The late historian Henry Adams wrote, "A teacher affects eternity; he can never tell where his influence stops." And so it is.

No doubt Mr. Braithwaite has little or no recollection of any of this!

Bernard A. Bilawsky,
North Massapequa


SHARING A ROOM ISN'T SO BAD

It was a Sunday morning. Our bedroom door was open. In marches our little girl. She is demanding her own bedroom. It's tough to live with big sister sharing one bedroom.

I sympathized with her. So I told her my tale of woe: I shared a bedroom with big brother. When he was drafted into the Army, I had the bedroom all to myself. Three years later, I went into the Army. Try sharing quarters with 35 other guys marching around Fort Dix in the winter. When basic training was finished, we headed to the Far East.
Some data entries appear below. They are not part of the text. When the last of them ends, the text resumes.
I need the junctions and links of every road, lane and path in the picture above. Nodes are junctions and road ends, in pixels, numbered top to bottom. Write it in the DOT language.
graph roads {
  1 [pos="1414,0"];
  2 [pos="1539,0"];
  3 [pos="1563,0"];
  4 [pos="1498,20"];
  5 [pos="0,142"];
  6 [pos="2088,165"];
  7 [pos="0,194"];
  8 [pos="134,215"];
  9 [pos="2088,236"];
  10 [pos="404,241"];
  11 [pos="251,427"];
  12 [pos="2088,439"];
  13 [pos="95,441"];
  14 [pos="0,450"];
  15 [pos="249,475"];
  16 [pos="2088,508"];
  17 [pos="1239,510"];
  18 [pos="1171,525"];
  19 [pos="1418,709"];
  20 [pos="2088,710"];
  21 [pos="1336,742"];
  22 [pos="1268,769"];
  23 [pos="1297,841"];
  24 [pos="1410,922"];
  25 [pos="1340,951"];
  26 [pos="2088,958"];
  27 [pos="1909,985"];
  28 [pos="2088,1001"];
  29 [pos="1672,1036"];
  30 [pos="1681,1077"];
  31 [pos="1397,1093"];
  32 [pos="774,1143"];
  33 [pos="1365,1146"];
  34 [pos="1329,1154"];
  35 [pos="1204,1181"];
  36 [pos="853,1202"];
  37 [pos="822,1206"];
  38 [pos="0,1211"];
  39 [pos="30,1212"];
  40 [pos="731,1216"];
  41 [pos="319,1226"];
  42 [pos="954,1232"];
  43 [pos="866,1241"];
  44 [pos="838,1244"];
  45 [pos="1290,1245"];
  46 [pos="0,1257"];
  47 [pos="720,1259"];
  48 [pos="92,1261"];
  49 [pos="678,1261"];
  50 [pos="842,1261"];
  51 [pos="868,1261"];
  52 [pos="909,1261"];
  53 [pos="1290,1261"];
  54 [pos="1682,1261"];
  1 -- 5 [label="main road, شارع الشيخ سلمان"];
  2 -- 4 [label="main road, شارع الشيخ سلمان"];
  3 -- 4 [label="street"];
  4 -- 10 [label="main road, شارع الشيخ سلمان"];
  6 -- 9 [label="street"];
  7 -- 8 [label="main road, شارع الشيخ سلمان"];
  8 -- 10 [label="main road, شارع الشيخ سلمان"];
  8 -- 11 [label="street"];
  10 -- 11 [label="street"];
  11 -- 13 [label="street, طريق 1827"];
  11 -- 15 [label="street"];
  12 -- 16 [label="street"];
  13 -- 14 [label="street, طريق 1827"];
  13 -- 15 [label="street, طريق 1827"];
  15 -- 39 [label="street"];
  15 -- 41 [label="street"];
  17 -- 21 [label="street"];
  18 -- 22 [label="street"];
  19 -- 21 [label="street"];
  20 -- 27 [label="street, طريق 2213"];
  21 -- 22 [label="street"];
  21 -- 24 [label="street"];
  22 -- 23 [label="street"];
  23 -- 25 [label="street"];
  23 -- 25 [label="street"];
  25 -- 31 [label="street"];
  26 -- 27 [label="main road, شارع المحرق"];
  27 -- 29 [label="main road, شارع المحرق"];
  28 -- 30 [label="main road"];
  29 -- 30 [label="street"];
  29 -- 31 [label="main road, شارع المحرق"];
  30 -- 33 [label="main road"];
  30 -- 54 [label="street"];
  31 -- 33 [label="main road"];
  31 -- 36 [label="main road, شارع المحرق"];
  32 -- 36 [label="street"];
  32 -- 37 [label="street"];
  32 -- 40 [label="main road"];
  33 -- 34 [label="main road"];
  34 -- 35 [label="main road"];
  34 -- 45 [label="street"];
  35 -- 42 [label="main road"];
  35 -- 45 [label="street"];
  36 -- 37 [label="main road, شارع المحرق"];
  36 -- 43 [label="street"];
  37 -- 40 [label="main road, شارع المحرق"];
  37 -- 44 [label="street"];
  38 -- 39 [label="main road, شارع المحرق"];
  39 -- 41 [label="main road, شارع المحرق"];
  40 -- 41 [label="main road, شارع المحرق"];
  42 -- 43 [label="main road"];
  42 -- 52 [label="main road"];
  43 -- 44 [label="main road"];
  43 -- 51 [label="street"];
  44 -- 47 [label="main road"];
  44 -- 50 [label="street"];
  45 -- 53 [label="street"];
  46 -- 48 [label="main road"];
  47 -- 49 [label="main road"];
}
As luck would have it, I was secreted to medical equipment maintenance school in the Tokyo area. No more marching with rifle and backpack. On the ship across the Pacific, I bunked with hundreds of other guys. Got the top bunk in case someone got seasick and threw up. In the school camp, I had to share one room with five other guys. When the course was finished, I transferred to Okinawa. Just four shared one room.

When I was discharged, I had my own bedroom. Big brother was married. Four years later, I got married.

I could tell by her expression she felt sorry for me. Poor Dad doesn't even have his own bed. He has to share it with my mother. At least I have my own bed! Where is that little girl now? She is a patent attorney with two children who have their own bedrooms. She has to share a bed with her husband. I am sure she is delighted.